Among these devices and happy apps, the author discovers the joys of reading on a Kindle while nursing her baby (she could turn the pages with a finger), and streaming Netflix on the iPad during the 3 a.m. feedings if too tired to read. Then there is a training club iPad app that will enable you to exercise in your living room while the baby naps or watches you from the bouncer chair. There are also apps to make “Thank You” notes easy and to take pictures of the baby to send to grandparents. Even better, an app for video calls with the grandparents along with a special case that enables baby to hold the phone protecting it from dropping, drooling and biting. (How old is this baby?)
The author recommends giving your old iPad to your baby after downoloading a white noise app that plays all night. There are still more apps that do still more things – too numerous to mention, Perhaps the most useful are the website links for companies that deliver diapers and other necessities often overnight. Also, what sounds like some gourmet meals, in case you are too tired to cook. In conclusion, the author mom writes, “Suddenly, it seems reasonable to hire someone to do things you never would have dreamed of doing in your pre-baby life.” And what of the cost in your post-baby life?
Several things struck me while reading all this, aside from what seemed to a non-techie like the insurmountable complexity of using all these apps. The mom writing this does conjure up some of the unexpected realities of having a newborn. But somehow, in the service of promoting the utility of all these apps, she makes new motherhood sound rather grim. In addition to mentioning “sleepless nights and days spent cooped up at home”, getting rid of extra weight through exercise seems like an impossible feat, “even when we can comfortably walk again.” Not to mention not having the child care or time to go to the gym. Life with a new baby begins to sound like a round of unending chores and fatigue.

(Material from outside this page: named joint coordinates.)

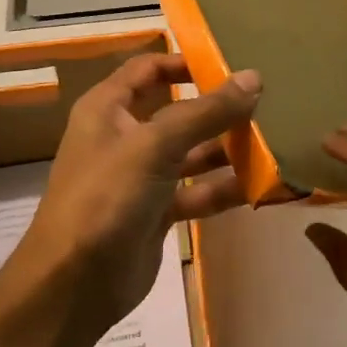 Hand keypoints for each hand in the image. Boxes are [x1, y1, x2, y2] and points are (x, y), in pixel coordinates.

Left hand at [21, 54, 260, 334]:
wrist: (74, 284)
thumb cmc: (106, 197)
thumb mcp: (156, 146)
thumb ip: (206, 112)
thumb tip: (253, 77)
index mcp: (108, 109)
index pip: (148, 69)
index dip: (184, 61)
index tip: (230, 63)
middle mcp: (124, 137)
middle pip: (177, 111)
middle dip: (216, 107)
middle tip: (265, 101)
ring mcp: (141, 177)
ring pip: (191, 152)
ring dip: (226, 148)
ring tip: (272, 140)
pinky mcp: (156, 212)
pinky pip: (196, 191)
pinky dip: (223, 188)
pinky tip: (259, 185) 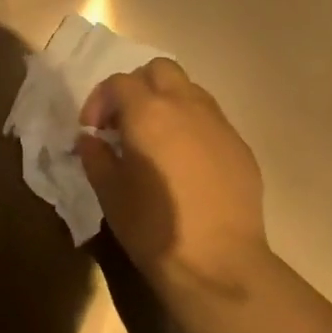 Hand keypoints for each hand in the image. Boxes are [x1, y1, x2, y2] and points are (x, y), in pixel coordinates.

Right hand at [76, 60, 271, 304]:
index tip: (93, 130)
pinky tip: (185, 163)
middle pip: (160, 70)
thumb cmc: (153, 227)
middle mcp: (187, 106)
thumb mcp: (109, 193)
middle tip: (124, 123)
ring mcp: (219, 124)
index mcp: (148, 113)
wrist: (218, 262)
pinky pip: (211, 120)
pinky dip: (191, 126)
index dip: (99, 100)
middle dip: (137, 88)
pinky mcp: (240, 147)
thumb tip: (91, 139)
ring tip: (156, 140)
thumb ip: (95, 156)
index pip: (119, 82)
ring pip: (190, 90)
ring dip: (167, 103) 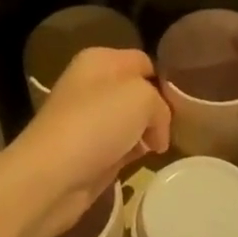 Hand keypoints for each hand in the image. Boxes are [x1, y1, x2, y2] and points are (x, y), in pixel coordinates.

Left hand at [8, 47, 169, 236]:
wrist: (51, 176)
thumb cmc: (96, 124)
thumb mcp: (142, 98)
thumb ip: (160, 104)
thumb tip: (156, 130)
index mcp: (99, 59)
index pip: (144, 61)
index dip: (164, 80)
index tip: (185, 102)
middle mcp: (92, 84)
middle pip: (138, 92)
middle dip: (157, 110)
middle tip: (176, 128)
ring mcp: (88, 119)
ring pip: (131, 121)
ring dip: (147, 134)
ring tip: (161, 147)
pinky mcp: (88, 151)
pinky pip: (121, 145)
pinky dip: (133, 153)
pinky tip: (143, 162) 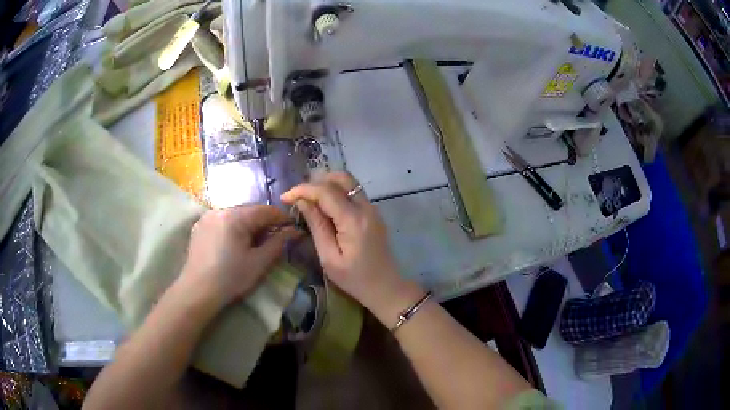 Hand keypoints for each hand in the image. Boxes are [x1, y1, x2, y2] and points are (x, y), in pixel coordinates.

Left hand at [180, 205, 299, 309]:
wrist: (197, 292)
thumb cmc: (230, 278)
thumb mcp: (259, 263)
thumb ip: (278, 243)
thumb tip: (295, 231)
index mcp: (234, 216)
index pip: (265, 210)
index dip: (282, 217)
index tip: (294, 228)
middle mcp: (219, 210)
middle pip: (249, 210)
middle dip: (265, 222)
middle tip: (276, 238)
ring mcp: (207, 217)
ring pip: (236, 215)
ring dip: (249, 225)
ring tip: (256, 242)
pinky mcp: (200, 226)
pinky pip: (223, 220)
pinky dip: (234, 227)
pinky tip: (236, 243)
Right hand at [281, 172, 419, 314]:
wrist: (386, 287)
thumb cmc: (354, 279)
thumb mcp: (329, 257)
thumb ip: (316, 226)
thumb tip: (302, 202)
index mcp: (354, 220)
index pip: (326, 191)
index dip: (303, 190)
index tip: (285, 197)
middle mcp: (366, 207)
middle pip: (341, 178)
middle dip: (316, 181)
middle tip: (298, 196)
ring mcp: (373, 208)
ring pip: (349, 183)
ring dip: (327, 184)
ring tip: (308, 199)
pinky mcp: (373, 213)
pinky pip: (353, 193)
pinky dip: (336, 192)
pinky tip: (324, 207) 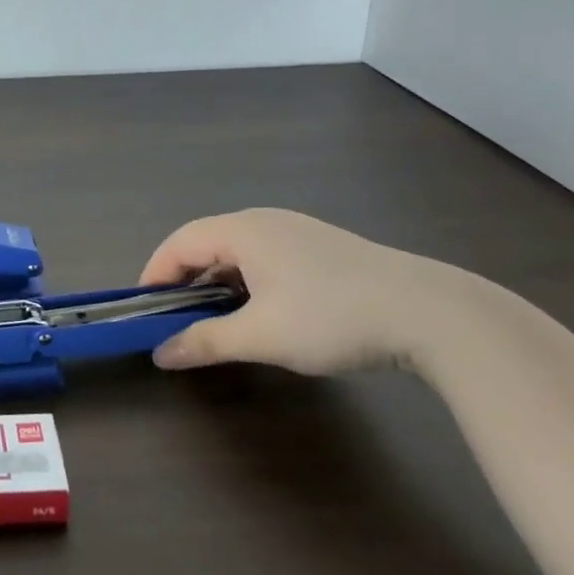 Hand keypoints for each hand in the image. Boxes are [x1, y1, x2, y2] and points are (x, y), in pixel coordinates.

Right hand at [139, 209, 489, 375]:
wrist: (430, 313)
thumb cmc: (333, 317)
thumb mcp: (262, 336)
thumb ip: (206, 341)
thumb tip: (161, 353)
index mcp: (242, 230)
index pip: (180, 242)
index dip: (155, 274)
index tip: (143, 309)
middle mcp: (264, 221)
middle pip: (206, 243)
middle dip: (184, 280)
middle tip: (174, 319)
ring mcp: (296, 231)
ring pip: (237, 252)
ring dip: (216, 283)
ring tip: (214, 320)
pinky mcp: (321, 248)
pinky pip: (265, 258)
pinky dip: (246, 282)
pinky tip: (260, 312) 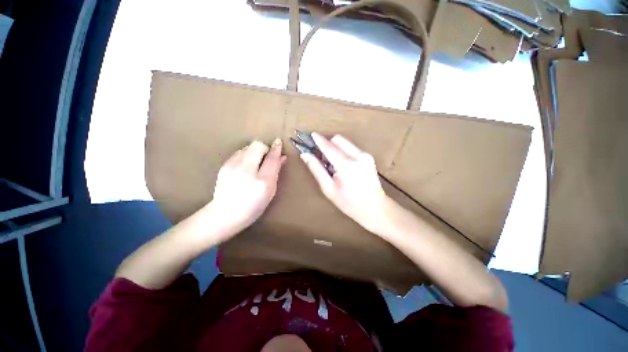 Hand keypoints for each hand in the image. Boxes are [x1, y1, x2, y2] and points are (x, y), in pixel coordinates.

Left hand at [207, 138, 286, 241]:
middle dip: (265, 148)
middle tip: (266, 158)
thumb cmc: (253, 207)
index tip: (279, 142)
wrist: (224, 214)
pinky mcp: (224, 165)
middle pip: (258, 145)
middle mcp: (247, 170)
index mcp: (262, 181)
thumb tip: (282, 157)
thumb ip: (276, 172)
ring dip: (255, 151)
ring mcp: (233, 167)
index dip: (277, 149)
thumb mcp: (270, 192)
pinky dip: (246, 155)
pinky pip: (239, 152)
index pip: (272, 158)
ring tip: (255, 163)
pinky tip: (245, 166)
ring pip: (248, 147)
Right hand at [301, 133, 389, 232]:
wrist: (375, 208)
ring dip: (335, 148)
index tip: (309, 135)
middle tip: (321, 157)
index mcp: (346, 164)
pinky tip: (342, 165)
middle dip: (327, 144)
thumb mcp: (329, 188)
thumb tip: (305, 155)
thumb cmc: (349, 203)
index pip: (328, 146)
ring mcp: (365, 155)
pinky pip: (351, 148)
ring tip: (331, 164)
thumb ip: (316, 169)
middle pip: (337, 139)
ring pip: (345, 142)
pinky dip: (343, 151)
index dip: (318, 140)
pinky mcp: (369, 157)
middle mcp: (358, 155) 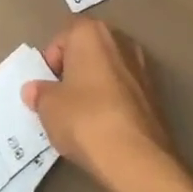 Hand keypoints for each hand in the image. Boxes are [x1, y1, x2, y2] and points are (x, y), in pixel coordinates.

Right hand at [22, 20, 180, 191]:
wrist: (137, 158)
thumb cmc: (84, 119)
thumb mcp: (48, 107)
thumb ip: (39, 93)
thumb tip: (35, 90)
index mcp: (91, 33)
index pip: (63, 36)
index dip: (51, 61)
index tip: (47, 86)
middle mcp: (121, 41)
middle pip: (89, 50)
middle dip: (74, 70)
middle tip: (62, 99)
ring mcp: (144, 67)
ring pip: (109, 70)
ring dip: (95, 86)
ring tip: (83, 116)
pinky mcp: (157, 95)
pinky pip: (125, 90)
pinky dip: (114, 102)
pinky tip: (105, 127) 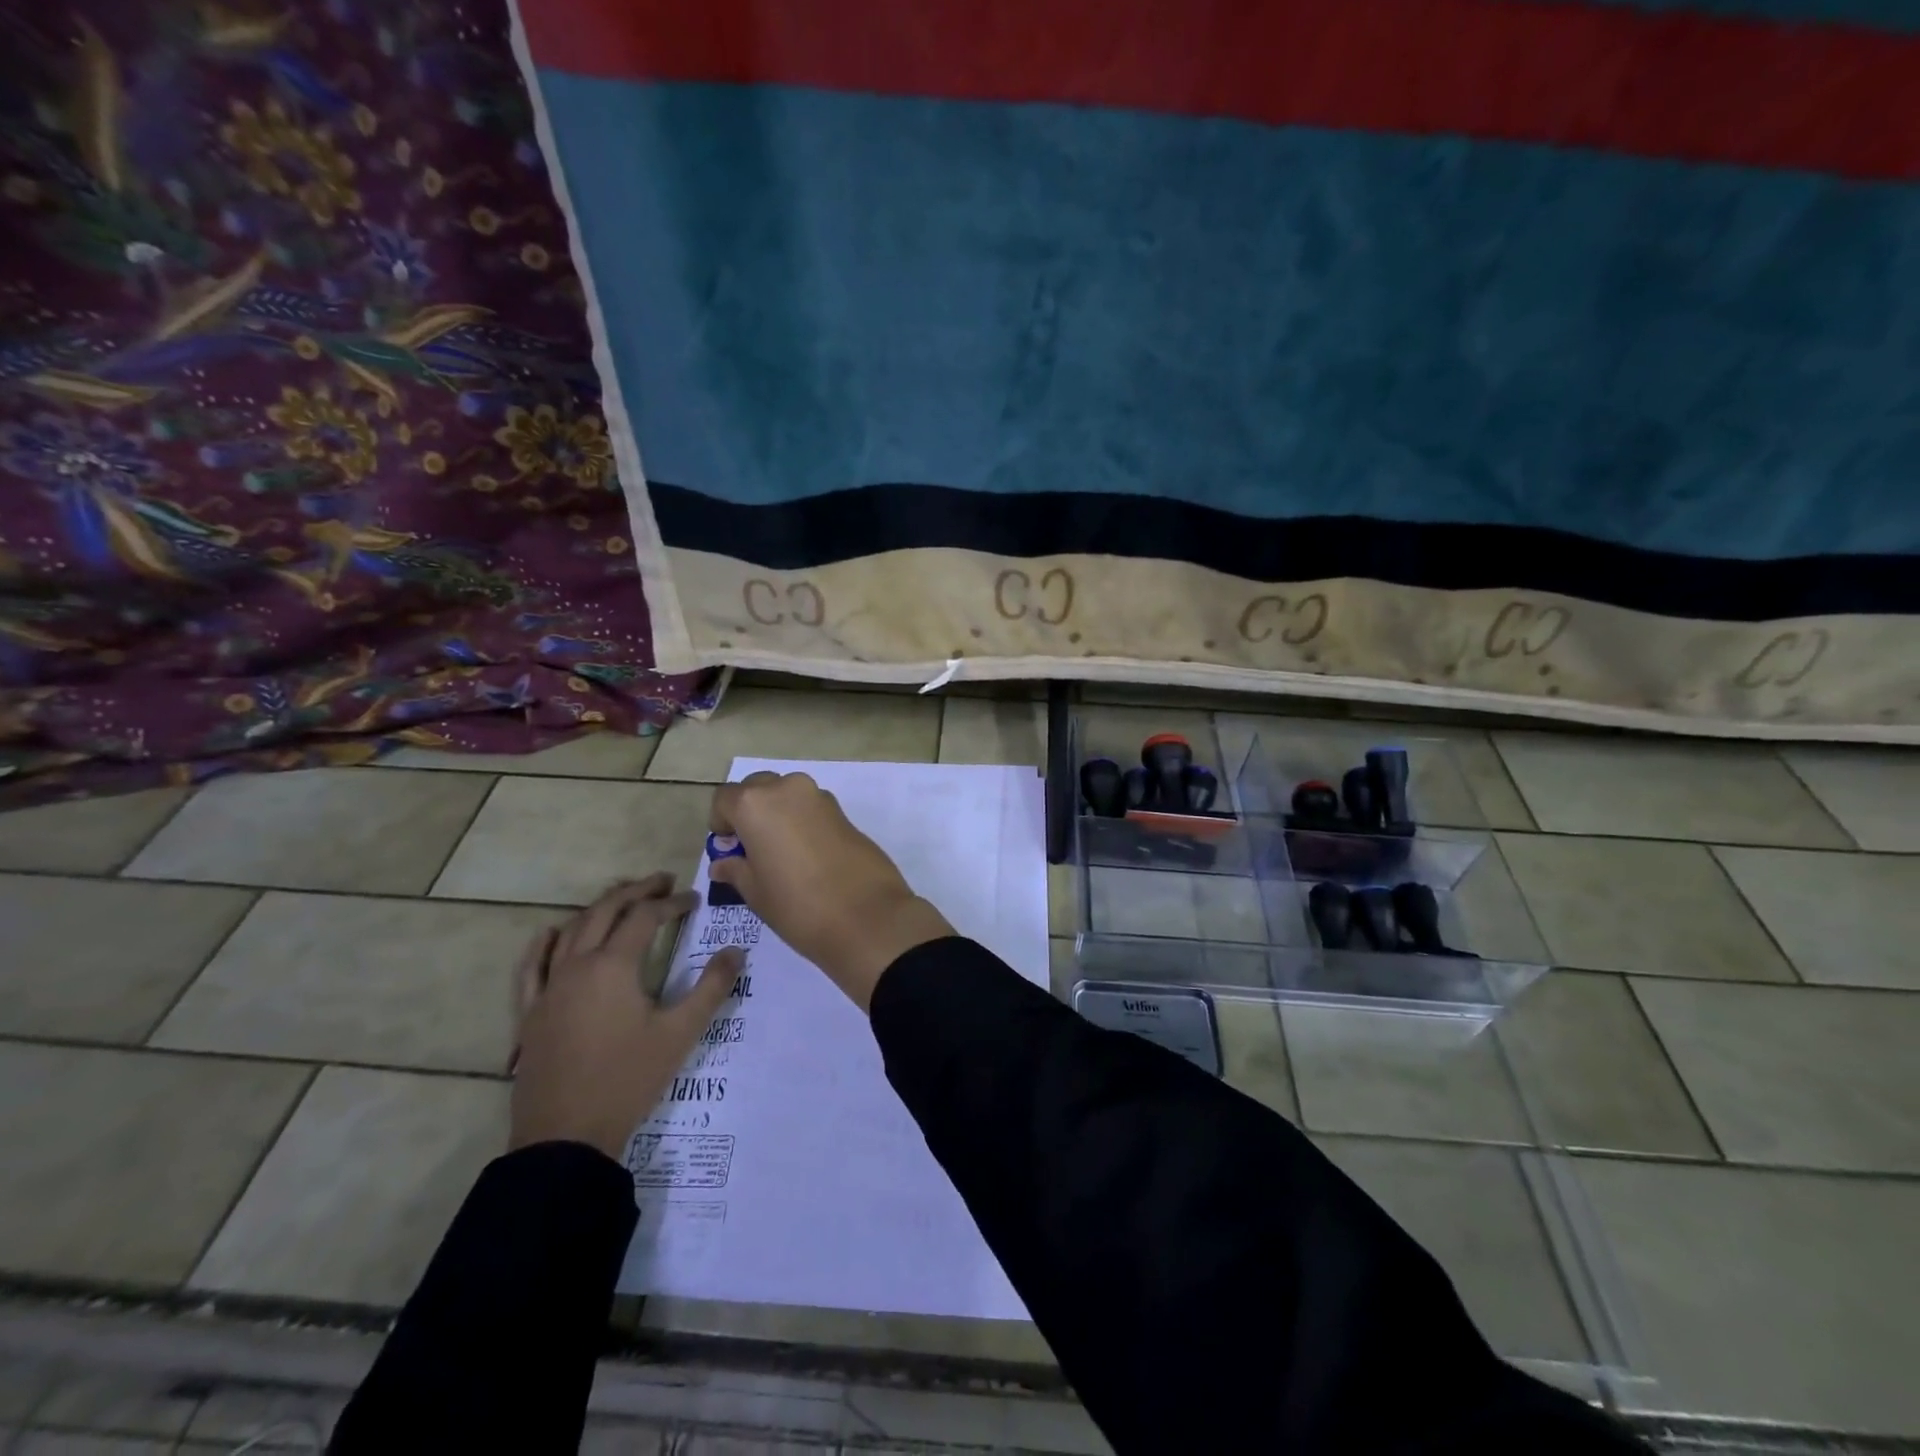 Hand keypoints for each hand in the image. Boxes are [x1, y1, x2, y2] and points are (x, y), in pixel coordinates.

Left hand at [509, 875, 740, 1158]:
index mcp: (614, 966)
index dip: (672, 903)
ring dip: (598, 909)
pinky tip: (550, 933)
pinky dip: (543, 944)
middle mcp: (577, 966)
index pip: (645, 918)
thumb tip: (736, 951)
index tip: (694, 900)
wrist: (566, 1137)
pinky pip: (531, 968)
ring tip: (621, 900)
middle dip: (635, 892)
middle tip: (662, 882)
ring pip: (571, 931)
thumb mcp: (680, 1033)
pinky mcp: (530, 1014)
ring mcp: (548, 989)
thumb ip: (711, 987)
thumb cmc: (628, 1079)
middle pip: (605, 912)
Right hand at [708, 772, 952, 1010]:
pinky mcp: (844, 812)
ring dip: (778, 814)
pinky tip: (808, 856)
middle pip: (757, 788)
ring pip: (787, 794)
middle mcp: (787, 789)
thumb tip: (723, 863)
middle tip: (752, 849)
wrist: (867, 916)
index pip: (725, 799)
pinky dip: (802, 821)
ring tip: (781, 854)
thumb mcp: (756, 892)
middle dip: (750, 811)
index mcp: (756, 804)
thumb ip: (736, 869)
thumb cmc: (797, 906)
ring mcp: (820, 797)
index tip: (728, 848)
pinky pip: (811, 808)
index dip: (721, 822) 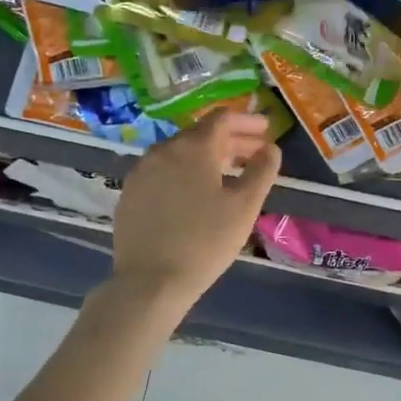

Much is written for expecting parents about pregnancy and birth, and yet they are given little preparation for life with an infant in the early months. Perhaps no one can be truly prepared for an experience quite unlike anything earlier in one’s life. But the issues that are most significant – and not solved by apps – are the dependency we confront in a new way as mothers, and the emotional haze we find ourselves in during those early months of motherhood. Aside from the sleepless nights and resultant fatigue, which are certainly there, one is in a motherhood bubble that surrounds mom and her baby, which seems to take over the totality of one’s life and interests.
Recently, I spoke with a new mom who was also a rather newly minted doctor. She told me that she was just starting to feel a desire to return to work and reconnect with her practice as a physician. She described how during the first months she wanted only to stay home with her baby, and in fact was troubled by the idea that she had lost interest in the profession for which she had spent so many years and so much effort preparing. She spoke of feeling very glad now that she had done nothing irrevocable about leaving her practice and was thankful to friends who had children before her who alerted her, not that the bubble would burst – but would expand to include the rest of life.
The other thought I had reading about all these supposed motherhood apps, is that the intrusion of technology into interpersonal relationships that has been noted and discussed so much, is reaching down into the most basic mother-child interactions. The idea of reading a Kindle while nursing seems to turn the whole experience into a mechanical feeding operation, with no reference to the opportunity for communication between mother and child. In the description of the functions of the apps, the feeling one gets of motherhood in the early months is all about obligatory things to get done, with no awareness of the baby and his or her emerging senses and increasing connections to the world.
Will going through life with earphones attached begin at birth?